Un ex-employé de la banque HSBC de Genève a bien transmis à la France des données volées concernant plusieurs milliers de contribuables, mais le cheminement complexe suivi par ce fichier le rend, selon Bercy, légal et exploitable par le fisc dans sa lutte contre la fraude.
La révélation mercredi de cette affaire par Le Parisien a suscité des interrogations sur la légalité des moyens auxquels a eu recours le gouvernement pour constituer sa liste de 3.000 contribuables français titulaires de comptes en Suisse ou dans d'autres pays à la fiscalité avantageuse.
Le ministre du Budget, Eric Woerth, a reconnu mercredi soir que l'ancien employé des services informatiques de HSBC Private Bank de Genève était "une source", parmi d'autres, qui avait permis à la France d'établir sa liste, tout en assurant qu'aucune donnée n'avait été monnayée.
Jeudi, l'entourage d'Eric Woerth a affirmé à l'AFP qu'une "partie" des données en possession de Bercy provenait des éléments piratés dans la filiale genevoise de la banque britannique.

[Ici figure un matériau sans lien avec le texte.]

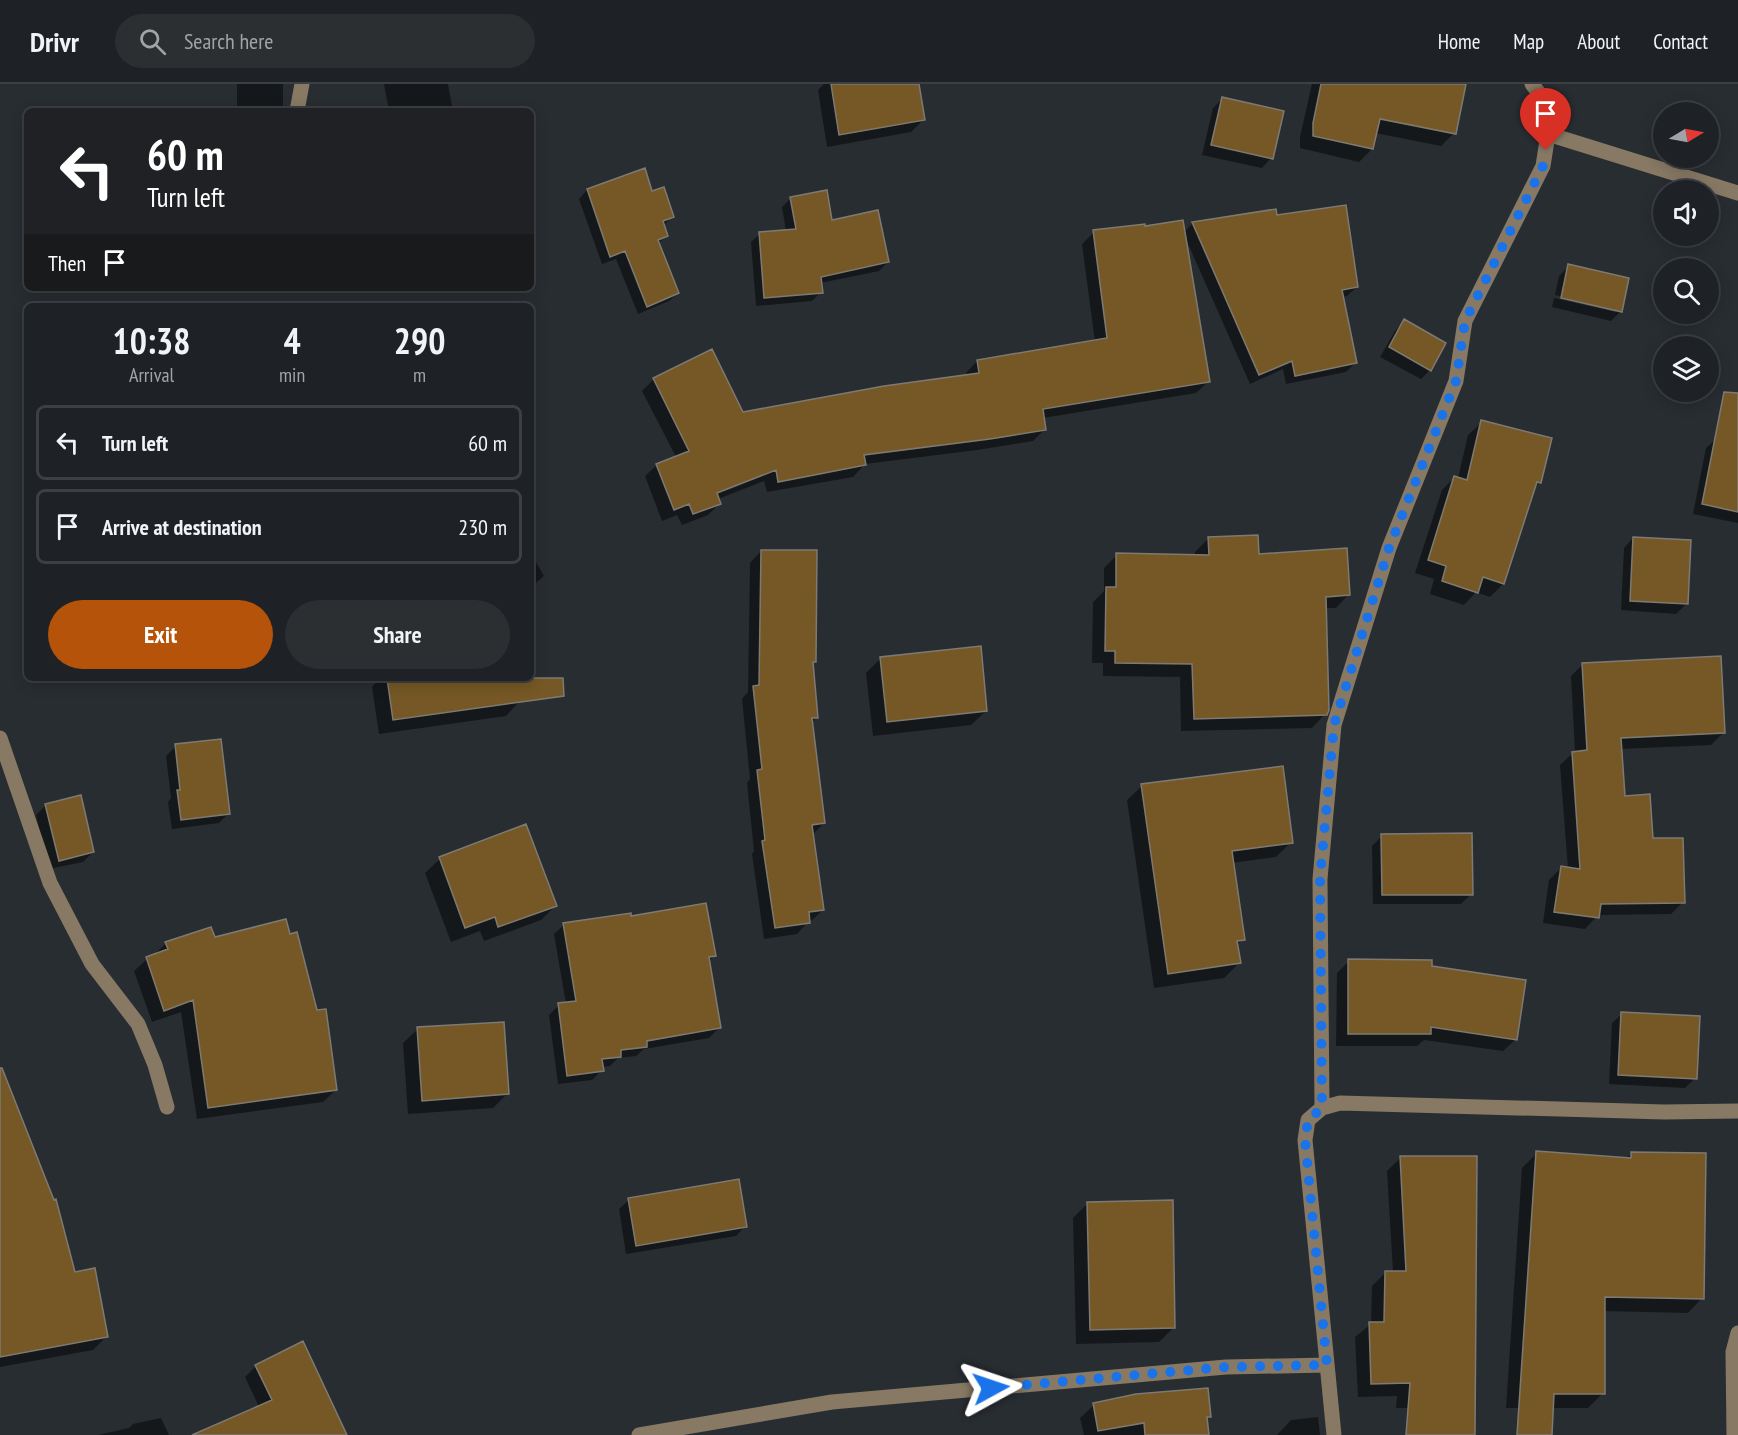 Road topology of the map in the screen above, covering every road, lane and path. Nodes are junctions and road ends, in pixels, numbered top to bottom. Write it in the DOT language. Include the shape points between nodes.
graph roads {
  1 [pos="302,84"];
  2 [pos="1532,84"];
  3 [pos="298,108"];
  4 [pos="1548,134"];
  5 [pos="1738,193"];
  6 [pos="0,738"];
  7 [pos="167,1107"];
  8 [pos="1322,1108"];
  9 [pos="1738,1111"];
  10 [pos="1738,1333"];
  11 [pos="1327,1365"];
  12 [pos="639,1435"];
  13 [pos="1334,1435"];
  14 [pos="1734,1435"];
  1 -- 3 [label="street"];
  2 -- 4 [label="street" via="1544,100"];
  4 -- 5 [label="street"];
  4 -- 8 [label="street" via="1543,166 1465,321 1456,381 1389,548 1334,725 1320,879"];
  6 -- 7 [label="street" via="50,883 92,964 138,1024"];
  8 -- 9 [label="street" via="1340,1103"];
  8 -- 11 [label="street" via="1308,1120 1305,1140"];
  10 -- 14 [label="street" via="1733,1352"];
  11 -- 12 [label="street" via="1226,1367 832,1402"];
  11 -- 13 [label="street"];
}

Selon une source proche du dossier, c'est en fait "une grosse partie" de cette "liste des 3.000" qui a comme origine le fichier volé, qui concerne lui-même "plusieurs milliers de contribuables"

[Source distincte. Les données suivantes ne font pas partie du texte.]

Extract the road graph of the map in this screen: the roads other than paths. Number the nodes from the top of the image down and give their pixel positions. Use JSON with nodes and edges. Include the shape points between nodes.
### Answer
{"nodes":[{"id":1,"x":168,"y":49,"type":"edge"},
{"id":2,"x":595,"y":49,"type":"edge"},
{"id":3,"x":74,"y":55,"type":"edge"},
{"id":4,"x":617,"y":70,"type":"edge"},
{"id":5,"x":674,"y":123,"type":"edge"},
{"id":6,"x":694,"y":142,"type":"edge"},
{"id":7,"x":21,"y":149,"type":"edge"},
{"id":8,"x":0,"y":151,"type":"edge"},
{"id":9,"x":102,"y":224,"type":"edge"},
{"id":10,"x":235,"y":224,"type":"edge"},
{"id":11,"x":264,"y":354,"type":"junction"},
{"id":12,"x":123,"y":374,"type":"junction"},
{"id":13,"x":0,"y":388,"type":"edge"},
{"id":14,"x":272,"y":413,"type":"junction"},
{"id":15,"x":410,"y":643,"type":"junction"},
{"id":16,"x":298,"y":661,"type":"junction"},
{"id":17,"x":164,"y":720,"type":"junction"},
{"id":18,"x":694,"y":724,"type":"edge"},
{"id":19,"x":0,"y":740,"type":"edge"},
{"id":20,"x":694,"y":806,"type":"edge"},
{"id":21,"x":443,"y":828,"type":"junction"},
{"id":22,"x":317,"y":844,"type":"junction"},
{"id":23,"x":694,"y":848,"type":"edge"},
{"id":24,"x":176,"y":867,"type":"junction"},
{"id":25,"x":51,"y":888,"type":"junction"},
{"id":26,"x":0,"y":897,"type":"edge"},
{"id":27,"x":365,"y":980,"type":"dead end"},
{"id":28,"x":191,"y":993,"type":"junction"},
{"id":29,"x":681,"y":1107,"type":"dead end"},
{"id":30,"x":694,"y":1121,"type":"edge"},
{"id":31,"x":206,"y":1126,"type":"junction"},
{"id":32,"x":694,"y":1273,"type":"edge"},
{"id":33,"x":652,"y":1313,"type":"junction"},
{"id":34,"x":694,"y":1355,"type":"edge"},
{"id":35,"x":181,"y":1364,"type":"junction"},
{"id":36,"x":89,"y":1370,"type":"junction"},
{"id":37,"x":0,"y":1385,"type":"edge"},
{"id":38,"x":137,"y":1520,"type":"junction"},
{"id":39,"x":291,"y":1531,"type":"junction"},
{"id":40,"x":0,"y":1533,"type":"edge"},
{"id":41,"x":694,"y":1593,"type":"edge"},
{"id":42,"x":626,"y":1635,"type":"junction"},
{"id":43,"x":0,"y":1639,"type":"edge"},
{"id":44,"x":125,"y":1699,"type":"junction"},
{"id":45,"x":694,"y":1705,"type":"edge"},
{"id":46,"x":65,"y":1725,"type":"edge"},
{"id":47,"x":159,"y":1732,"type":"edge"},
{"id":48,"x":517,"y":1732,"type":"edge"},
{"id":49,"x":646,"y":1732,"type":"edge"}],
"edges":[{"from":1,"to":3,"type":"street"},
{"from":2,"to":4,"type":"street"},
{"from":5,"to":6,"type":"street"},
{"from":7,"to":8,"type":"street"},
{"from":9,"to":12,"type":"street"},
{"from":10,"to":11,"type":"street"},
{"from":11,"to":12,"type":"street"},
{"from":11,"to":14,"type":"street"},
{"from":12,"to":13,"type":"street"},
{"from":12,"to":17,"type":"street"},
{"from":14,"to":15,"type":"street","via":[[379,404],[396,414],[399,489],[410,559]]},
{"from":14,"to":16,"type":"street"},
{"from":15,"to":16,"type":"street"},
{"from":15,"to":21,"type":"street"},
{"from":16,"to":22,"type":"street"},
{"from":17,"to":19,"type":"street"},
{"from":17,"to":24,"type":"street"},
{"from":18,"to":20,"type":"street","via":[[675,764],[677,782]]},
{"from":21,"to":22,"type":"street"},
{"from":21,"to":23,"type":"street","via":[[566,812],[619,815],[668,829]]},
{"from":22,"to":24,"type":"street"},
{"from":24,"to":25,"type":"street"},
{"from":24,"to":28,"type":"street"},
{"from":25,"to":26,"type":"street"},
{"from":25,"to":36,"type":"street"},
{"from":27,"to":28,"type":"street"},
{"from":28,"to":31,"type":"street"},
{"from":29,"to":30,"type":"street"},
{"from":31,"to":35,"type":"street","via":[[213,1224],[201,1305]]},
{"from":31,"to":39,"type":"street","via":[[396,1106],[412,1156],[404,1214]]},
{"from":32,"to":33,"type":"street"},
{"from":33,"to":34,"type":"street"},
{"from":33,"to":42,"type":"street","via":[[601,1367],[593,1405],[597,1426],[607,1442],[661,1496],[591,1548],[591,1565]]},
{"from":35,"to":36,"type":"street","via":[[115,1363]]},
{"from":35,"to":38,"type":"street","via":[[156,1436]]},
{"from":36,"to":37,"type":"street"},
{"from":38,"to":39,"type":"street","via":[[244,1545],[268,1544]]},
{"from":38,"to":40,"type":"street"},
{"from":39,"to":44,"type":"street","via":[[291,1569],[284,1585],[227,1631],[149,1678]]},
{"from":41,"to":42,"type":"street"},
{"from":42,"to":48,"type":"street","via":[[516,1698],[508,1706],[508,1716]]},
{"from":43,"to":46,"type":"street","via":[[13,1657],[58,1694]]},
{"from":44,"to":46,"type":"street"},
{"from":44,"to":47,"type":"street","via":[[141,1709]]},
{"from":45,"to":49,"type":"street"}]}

HSBC, qui a reconnu le vol subi fin 2006 et début 2007, assure de son côté que cette affaire ne porte que sur une dizaine de noms. "Probablement pour ne pas détériorer son image auprès de ses clients qui tiennent au secret bancaire", estime cette source.
Les données ainsi obtenues peuvent-elles être utilisées par l'administration? Oui, assure Bercy, mettant en avant leur cheminement.
Dans un premier temps, l'ancien employé de HSBC a communiqué ses informations piratées à l'administration fiscale, explique-t-on au ministère du Budget, mais cette transmission directe d'un fichier volé rendait son exploitation illégale.
Parallèlement, le même homme a fourni sa liste au parquet de Nice, saisi par les autorités suisses qui enquêtent sur le vol subi par HSBC.
Le procureur de la République de Nice "retransmet" alors officiellement au fisc les données susceptibles de contribuer à la lutte contre la fraude.
Cette procédure judiciaire légalise ces informations qui "sont désormais exploitables comme base pour des contrôles fiscaux", plaide Bercy: "il n'y a donc pas recel de données volées".
Des avocats fiscalistes interrogés par l'AFP partagent cette interprétation. "Certains avocats pourront tenter de contester leur utilisation devant les tribunaux", dit l'un d'eux, "mais jusqu'ici, rien ne permet de dire que c'est illégal".
Un autre estime toutefois que "Bercy n'a pas besoin de se servir de ces données dans un cadre officiel: il lui suffit de mettre subtilement la pression sur les personnes concernées, pour les inciter à régulariser leur situation".
Car la France a ouvert en avril un guichet pour permettre aux détenteurs d'avoirs clandestins à l'étranger de les rapatrier en contrepartie de pénalités moins lourdes. Cette cellule, qui fermera le 31 décembre, a déjà permis de régulariser 1.400 cas, ce qui rapportera à l'Etat, en impôts recouvrés, 500 millions d'euros supplémentaires.
L'affaire HSBC intervient au moment où l'étau se resserre autour du secret bancaire. Le Parlement français examine d'ailleurs de nouvelles mesures renforçant l'arsenal contre la fraude fiscale.